Saved entries
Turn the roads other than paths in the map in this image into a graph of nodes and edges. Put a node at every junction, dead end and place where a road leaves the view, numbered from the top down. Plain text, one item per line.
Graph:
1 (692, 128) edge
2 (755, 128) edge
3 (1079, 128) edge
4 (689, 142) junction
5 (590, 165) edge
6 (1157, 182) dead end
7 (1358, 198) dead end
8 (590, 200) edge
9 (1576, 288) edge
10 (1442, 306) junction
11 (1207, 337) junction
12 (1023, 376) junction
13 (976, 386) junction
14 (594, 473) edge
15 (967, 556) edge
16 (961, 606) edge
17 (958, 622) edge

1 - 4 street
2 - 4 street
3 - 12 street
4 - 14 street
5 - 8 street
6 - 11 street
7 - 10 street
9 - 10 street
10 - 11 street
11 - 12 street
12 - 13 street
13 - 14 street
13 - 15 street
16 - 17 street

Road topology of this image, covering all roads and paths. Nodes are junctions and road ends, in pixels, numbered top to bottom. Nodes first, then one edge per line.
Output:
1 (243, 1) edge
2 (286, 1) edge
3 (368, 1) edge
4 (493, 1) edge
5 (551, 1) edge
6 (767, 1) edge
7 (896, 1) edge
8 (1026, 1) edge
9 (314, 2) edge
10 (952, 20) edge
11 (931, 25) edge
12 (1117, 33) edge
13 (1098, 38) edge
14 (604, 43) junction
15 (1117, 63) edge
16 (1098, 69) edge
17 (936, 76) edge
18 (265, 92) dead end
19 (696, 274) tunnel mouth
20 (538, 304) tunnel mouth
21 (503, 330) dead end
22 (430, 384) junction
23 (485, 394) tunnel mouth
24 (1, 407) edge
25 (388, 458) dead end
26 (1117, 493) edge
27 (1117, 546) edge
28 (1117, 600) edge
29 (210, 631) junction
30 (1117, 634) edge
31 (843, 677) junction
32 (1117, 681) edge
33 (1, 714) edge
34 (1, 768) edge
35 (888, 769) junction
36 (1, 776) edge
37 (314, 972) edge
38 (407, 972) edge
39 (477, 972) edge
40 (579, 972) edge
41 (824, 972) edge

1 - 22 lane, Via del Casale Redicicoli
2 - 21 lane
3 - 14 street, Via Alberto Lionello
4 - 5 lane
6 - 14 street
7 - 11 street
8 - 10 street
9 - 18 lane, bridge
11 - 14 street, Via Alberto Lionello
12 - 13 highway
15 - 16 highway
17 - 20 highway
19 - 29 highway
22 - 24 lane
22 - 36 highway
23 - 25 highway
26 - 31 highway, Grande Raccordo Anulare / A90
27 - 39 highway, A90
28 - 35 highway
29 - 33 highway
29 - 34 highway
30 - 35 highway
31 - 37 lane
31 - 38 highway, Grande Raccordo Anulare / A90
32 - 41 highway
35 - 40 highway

## [What you will do]
Quote every entry exactly.

## [Reply to the task]
Turn the roads other than paths in the map in this image into a graph of nodes and edges. Put a node at every junction, dead end and place where a road leaves the view, numbered from the top down. Plain text, one item per line.
Graph:
1 (692, 128) edge
2 (755, 128) edge
3 (1079, 128) edge
4 (689, 142) junction
5 (590, 165) edge
6 (1157, 182) dead end
7 (1358, 198) dead end
8 (590, 200) edge
9 (1576, 288) edge
10 (1442, 306) junction
11 (1207, 337) junction
12 (1023, 376) junction
13 (976, 386) junction
14 (594, 473) edge
15 (967, 556) edge
16 (961, 606) edge
17 (958, 622) edge

1 - 4 street
2 - 4 street
3 - 12 street
4 - 14 street
5 - 8 street
6 - 11 street
7 - 10 street
9 - 10 street
10 - 11 street
11 - 12 street
12 - 13 street
13 - 14 street
13 - 15 street
16 - 17 street

Road topology of this image, covering all roads and paths. Nodes are junctions and road ends, in pixels, numbered top to bottom. Nodes first, then one edge per line.
Output:
1 (243, 1) edge
2 (286, 1) edge
3 (368, 1) edge
4 (493, 1) edge
5 (551, 1) edge
6 (767, 1) edge
7 (896, 1) edge
8 (1026, 1) edge
9 (314, 2) edge
10 (952, 20) edge
11 (931, 25) edge
12 (1117, 33) edge
13 (1098, 38) edge
14 (604, 43) junction
15 (1117, 63) edge
16 (1098, 69) edge
17 (936, 76) edge
18 (265, 92) dead end
19 (696, 274) tunnel mouth
20 (538, 304) tunnel mouth
21 (503, 330) dead end
22 (430, 384) junction
23 (485, 394) tunnel mouth
24 (1, 407) edge
25 (388, 458) dead end
26 (1117, 493) edge
27 (1117, 546) edge
28 (1117, 600) edge
29 (210, 631) junction
30 (1117, 634) edge
31 (843, 677) junction
32 (1117, 681) edge
33 (1, 714) edge
34 (1, 768) edge
35 (888, 769) junction
36 (1, 776) edge
37 (314, 972) edge
38 (407, 972) edge
39 (477, 972) edge
40 (579, 972) edge
41 (824, 972) edge

1 - 22 lane, Via del Casale Redicicoli
2 - 21 lane
3 - 14 street, Via Alberto Lionello
4 - 5 lane
6 - 14 street
7 - 11 street
8 - 10 street
9 - 18 lane, bridge
11 - 14 street, Via Alberto Lionello
12 - 13 highway
15 - 16 highway
17 - 20 highway
19 - 29 highway
22 - 24 lane
22 - 36 highway
23 - 25 highway
26 - 31 highway, Grande Raccordo Anulare / A90
27 - 39 highway, A90
28 - 35 highway
29 - 33 highway
29 - 34 highway
30 - 35 highway
31 - 37 lane
31 - 38 highway, Grande Raccordo Anulare / A90
32 - 41 highway
35 - 40 highway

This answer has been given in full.